DIRECTIONS FOR THIS TASK:
In the lines below, count those containing the word "graph" and give the number alone.

== INFORMATION ==

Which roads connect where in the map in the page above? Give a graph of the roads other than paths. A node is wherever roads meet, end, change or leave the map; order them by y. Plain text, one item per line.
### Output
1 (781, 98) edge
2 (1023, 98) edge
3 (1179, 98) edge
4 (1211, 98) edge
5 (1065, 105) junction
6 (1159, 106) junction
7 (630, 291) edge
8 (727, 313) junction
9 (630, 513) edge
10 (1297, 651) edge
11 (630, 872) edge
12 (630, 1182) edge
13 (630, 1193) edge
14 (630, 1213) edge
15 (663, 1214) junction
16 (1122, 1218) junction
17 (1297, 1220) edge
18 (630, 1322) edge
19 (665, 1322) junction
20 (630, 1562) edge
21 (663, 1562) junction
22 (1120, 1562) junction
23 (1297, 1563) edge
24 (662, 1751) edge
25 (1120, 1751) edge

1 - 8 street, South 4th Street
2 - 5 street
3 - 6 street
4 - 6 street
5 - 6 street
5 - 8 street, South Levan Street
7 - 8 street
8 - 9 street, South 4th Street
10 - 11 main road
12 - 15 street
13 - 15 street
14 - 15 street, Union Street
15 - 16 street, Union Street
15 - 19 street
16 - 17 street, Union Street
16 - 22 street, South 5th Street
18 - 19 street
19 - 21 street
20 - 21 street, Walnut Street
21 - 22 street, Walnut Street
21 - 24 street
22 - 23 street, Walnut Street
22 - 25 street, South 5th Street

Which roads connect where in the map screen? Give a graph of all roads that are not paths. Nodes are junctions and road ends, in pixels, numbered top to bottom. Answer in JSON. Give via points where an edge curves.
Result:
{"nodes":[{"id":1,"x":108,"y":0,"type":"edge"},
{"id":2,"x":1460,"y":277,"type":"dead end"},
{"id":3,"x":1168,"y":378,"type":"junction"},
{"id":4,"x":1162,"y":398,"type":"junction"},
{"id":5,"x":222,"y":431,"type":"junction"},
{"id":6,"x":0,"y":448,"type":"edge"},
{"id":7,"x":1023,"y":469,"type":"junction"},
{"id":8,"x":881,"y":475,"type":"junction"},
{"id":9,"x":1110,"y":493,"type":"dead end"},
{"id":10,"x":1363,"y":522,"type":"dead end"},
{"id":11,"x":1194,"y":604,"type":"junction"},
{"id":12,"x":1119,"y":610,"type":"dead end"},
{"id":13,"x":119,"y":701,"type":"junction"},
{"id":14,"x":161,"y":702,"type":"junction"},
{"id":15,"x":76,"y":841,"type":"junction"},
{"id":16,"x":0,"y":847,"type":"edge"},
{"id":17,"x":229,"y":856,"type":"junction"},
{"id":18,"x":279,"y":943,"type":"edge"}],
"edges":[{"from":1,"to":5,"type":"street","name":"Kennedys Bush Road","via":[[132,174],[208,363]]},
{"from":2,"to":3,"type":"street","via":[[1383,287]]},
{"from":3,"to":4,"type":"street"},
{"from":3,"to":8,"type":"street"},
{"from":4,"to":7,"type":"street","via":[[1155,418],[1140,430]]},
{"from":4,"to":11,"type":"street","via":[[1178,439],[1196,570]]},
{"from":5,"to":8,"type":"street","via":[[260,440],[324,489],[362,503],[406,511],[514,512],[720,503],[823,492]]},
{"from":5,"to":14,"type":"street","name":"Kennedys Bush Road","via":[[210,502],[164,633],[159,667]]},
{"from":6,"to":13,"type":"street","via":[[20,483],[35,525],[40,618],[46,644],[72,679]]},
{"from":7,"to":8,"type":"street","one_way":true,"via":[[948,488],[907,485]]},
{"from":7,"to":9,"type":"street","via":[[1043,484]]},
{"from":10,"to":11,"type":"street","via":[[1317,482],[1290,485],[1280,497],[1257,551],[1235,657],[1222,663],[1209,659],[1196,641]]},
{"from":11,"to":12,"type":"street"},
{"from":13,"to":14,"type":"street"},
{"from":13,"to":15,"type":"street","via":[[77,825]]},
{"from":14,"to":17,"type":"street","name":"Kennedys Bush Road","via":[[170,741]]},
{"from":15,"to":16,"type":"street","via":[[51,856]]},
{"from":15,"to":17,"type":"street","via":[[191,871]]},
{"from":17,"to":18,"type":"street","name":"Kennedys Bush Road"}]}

===

RESULT OF THIS TASK:
2